▸ What you are asked to do: This exercise calls for every record to be set down again, exactly and in full.

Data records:
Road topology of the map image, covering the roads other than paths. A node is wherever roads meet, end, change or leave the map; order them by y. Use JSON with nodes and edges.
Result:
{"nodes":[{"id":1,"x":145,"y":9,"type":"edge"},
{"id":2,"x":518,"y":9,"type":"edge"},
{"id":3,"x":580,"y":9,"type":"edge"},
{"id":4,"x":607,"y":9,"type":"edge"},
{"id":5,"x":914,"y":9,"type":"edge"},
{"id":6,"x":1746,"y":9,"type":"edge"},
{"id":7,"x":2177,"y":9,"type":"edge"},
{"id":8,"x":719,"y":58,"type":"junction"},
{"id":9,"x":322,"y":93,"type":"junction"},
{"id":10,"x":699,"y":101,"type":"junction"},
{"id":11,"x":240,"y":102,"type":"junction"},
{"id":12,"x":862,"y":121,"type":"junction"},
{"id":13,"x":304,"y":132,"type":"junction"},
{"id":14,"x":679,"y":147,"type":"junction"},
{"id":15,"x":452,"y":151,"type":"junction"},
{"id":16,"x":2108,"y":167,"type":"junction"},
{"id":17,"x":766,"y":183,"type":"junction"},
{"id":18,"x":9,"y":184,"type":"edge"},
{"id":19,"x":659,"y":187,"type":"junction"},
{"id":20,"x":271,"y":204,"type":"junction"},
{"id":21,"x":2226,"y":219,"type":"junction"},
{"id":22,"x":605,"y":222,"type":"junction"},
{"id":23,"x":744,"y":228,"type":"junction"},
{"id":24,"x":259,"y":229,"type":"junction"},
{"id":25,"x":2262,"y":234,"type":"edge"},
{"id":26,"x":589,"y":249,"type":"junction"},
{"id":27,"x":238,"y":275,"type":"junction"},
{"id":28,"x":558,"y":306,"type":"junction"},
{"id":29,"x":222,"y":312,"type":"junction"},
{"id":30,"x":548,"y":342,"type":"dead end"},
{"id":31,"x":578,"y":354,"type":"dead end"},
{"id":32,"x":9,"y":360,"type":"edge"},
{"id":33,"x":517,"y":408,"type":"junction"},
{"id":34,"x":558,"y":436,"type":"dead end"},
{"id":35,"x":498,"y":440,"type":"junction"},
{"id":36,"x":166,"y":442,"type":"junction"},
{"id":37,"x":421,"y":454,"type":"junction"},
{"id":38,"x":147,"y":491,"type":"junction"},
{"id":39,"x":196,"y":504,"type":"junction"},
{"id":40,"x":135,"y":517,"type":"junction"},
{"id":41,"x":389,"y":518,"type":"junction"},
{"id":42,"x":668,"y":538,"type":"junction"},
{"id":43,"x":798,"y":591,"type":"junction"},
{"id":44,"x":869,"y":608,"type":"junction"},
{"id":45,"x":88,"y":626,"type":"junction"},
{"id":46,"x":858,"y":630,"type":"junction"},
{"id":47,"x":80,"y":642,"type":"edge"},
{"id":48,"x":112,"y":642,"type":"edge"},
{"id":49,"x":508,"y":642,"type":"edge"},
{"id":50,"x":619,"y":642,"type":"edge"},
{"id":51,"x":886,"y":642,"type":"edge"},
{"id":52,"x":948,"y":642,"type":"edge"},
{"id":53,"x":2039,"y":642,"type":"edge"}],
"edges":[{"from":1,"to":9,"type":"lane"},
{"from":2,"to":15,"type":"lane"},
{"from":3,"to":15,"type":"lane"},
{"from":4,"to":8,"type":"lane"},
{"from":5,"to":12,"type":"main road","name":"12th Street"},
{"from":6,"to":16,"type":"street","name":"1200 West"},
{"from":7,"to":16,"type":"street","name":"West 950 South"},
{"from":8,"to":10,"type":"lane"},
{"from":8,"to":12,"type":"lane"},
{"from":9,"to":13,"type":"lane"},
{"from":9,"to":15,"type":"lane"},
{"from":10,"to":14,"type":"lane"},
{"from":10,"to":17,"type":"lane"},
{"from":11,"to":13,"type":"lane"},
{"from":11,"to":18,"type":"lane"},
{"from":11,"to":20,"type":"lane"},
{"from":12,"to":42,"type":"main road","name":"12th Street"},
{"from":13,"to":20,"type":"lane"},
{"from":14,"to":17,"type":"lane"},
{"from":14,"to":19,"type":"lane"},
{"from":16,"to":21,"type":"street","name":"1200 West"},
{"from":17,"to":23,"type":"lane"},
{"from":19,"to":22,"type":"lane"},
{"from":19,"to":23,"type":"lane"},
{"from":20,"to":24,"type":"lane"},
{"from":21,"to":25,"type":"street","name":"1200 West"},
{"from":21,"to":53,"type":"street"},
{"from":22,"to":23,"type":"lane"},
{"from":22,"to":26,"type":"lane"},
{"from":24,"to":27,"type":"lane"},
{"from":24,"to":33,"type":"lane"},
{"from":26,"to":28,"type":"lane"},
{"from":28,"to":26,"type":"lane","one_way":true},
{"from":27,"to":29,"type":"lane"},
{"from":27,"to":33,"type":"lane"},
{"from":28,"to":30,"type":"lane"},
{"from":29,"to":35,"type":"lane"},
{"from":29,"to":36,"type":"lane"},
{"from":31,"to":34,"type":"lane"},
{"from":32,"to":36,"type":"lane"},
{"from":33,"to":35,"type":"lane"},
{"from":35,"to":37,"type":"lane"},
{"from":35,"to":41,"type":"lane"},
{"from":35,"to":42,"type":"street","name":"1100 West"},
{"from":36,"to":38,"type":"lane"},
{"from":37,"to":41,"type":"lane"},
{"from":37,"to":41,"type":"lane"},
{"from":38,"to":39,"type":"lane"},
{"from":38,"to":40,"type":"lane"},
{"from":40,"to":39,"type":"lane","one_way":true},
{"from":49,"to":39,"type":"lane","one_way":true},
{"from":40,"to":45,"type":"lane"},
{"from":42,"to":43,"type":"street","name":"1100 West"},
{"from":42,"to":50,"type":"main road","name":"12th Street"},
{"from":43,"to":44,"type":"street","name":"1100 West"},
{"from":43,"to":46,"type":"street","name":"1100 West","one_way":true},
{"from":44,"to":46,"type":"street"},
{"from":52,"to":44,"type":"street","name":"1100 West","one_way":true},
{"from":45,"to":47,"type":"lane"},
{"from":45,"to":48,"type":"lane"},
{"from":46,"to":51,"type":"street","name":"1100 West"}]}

▸ Your solution:
Road topology of the map image, covering the roads other than paths. A node is wherever roads meet, end, change or leave the map; order them by y. Use JSON with nodes and edges.
Result:
{"nodes":[{"id":1,"x":145,"y":9,"type":"edge"},
{"id":2,"x":518,"y":9,"type":"edge"},
{"id":3,"x":580,"y":9,"type":"edge"},
{"id":4,"x":607,"y":9,"type":"edge"},
{"id":5,"x":914,"y":9,"type":"edge"},
{"id":6,"x":1746,"y":9,"type":"edge"},
{"id":7,"x":2177,"y":9,"type":"edge"},
{"id":8,"x":719,"y":58,"type":"junction"},
{"id":9,"x":322,"y":93,"type":"junction"},
{"id":10,"x":699,"y":101,"type":"junction"},
{"id":11,"x":240,"y":102,"type":"junction"},
{"id":12,"x":862,"y":121,"type":"junction"},
{"id":13,"x":304,"y":132,"type":"junction"},
{"id":14,"x":679,"y":147,"type":"junction"},
{"id":15,"x":452,"y":151,"type":"junction"},
{"id":16,"x":2108,"y":167,"type":"junction"},
{"id":17,"x":766,"y":183,"type":"junction"},
{"id":18,"x":9,"y":184,"type":"edge"},
{"id":19,"x":659,"y":187,"type":"junction"},
{"id":20,"x":271,"y":204,"type":"junction"},
{"id":21,"x":2226,"y":219,"type":"junction"},
{"id":22,"x":605,"y":222,"type":"junction"},
{"id":23,"x":744,"y":228,"type":"junction"},
{"id":24,"x":259,"y":229,"type":"junction"},
{"id":25,"x":2262,"y":234,"type":"edge"},
{"id":26,"x":589,"y":249,"type":"junction"},
{"id":27,"x":238,"y":275,"type":"junction"},
{"id":28,"x":558,"y":306,"type":"junction"},
{"id":29,"x":222,"y":312,"type":"junction"},
{"id":30,"x":548,"y":342,"type":"dead end"},
{"id":31,"x":578,"y":354,"type":"dead end"},
{"id":32,"x":9,"y":360,"type":"edge"},
{"id":33,"x":517,"y":408,"type":"junction"},
{"id":34,"x":558,"y":436,"type":"dead end"},
{"id":35,"x":498,"y":440,"type":"junction"},
{"id":36,"x":166,"y":442,"type":"junction"},
{"id":37,"x":421,"y":454,"type":"junction"},
{"id":38,"x":147,"y":491,"type":"junction"},
{"id":39,"x":196,"y":504,"type":"junction"},
{"id":40,"x":135,"y":517,"type":"junction"},
{"id":41,"x":389,"y":518,"type":"junction"},
{"id":42,"x":668,"y":538,"type":"junction"},
{"id":43,"x":798,"y":591,"type":"junction"},
{"id":44,"x":869,"y":608,"type":"junction"},
{"id":45,"x":88,"y":626,"type":"junction"},
{"id":46,"x":858,"y":630,"type":"junction"},
{"id":47,"x":80,"y":642,"type":"edge"},
{"id":48,"x":112,"y":642,"type":"edge"},
{"id":49,"x":508,"y":642,"type":"edge"},
{"id":50,"x":619,"y":642,"type":"edge"},
{"id":51,"x":886,"y":642,"type":"edge"},
{"id":52,"x":948,"y":642,"type":"edge"},
{"id":53,"x":2039,"y":642,"type":"edge"}],
"edges":[{"from":1,"to":9,"type":"lane"},
{"from":2,"to":15,"type":"lane"},
{"from":3,"to":15,"type":"lane"},
{"from":4,"to":8,"type":"lane"},
{"from":5,"to":12,"type":"main road","name":"12th Street"},
{"from":6,"to":16,"type":"street","name":"1200 West"},
{"from":7,"to":16,"type":"street","name":"West 950 South"},
{"from":8,"to":10,"type":"lane"},
{"from":8,"to":12,"type":"lane"},
{"from":9,"to":13,"type":"lane"},
{"from":9,"to":15,"type":"lane"},
{"from":10,"to":14,"type":"lane"},
{"from":10,"to":17,"type":"lane"},
{"from":11,"to":13,"type":"lane"},
{"from":11,"to":18,"type":"lane"},
{"from":11,"to":20,"type":"lane"},
{"from":12,"to":42,"type":"main road","name":"12th Street"},
{"from":13,"to":20,"type":"lane"},
{"from":14,"to":17,"type":"lane"},
{"from":14,"to":19,"type":"lane"},
{"from":16,"to":21,"type":"street","name":"1200 West"},
{"from":17,"to":23,"type":"lane"},
{"from":19,"to":22,"type":"lane"},
{"from":19,"to":23,"type":"lane"},
{"from":20,"to":24,"type":"lane"},
{"from":21,"to":25,"type":"street","name":"1200 West"},
{"from":21,"to":53,"type":"street"},
{"from":22,"to":23,"type":"lane"},
{"from":22,"to":26,"type":"lane"},
{"from":24,"to":27,"type":"lane"},
{"from":24,"to":33,"type":"lane"},
{"from":26,"to":28,"type":"lane"},
{"from":28,"to":26,"type":"lane","one_way":true},
{"from":27,"to":29,"type":"lane"},
{"from":27,"to":33,"type":"lane"},
{"from":28,"to":30,"type":"lane"},
{"from":29,"to":35,"type":"lane"},
{"from":29,"to":36,"type":"lane"},
{"from":31,"to":34,"type":"lane"},
{"from":32,"to":36,"type":"lane"},
{"from":33,"to":35,"type":"lane"},
{"from":35,"to":37,"type":"lane"},
{"from":35,"to":41,"type":"lane"},
{"from":35,"to":42,"type":"street","name":"1100 West"},
{"from":36,"to":38,"type":"lane"},
{"from":37,"to":41,"type":"lane"},
{"from":37,"to":41,"type":"lane"},
{"from":38,"to":39,"type":"lane"},
{"from":38,"to":40,"type":"lane"},
{"from":40,"to":39,"type":"lane","one_way":true},
{"from":49,"to":39,"type":"lane","one_way":true},
{"from":40,"to":45,"type":"lane"},
{"from":42,"to":43,"type":"street","name":"1100 West"},
{"from":42,"to":50,"type":"main road","name":"12th Street"},
{"from":43,"to":44,"type":"street","name":"1100 West"},
{"from":43,"to":46,"type":"street","name":"1100 West","one_way":true},
{"from":44,"to":46,"type":"street"},
{"from":52,"to":44,"type":"street","name":"1100 West","one_way":true},
{"from":45,"to":47,"type":"lane"},
{"from":45,"to":48,"type":"lane"},
{"from":46,"to":51,"type":"street","name":"1100 West"}]}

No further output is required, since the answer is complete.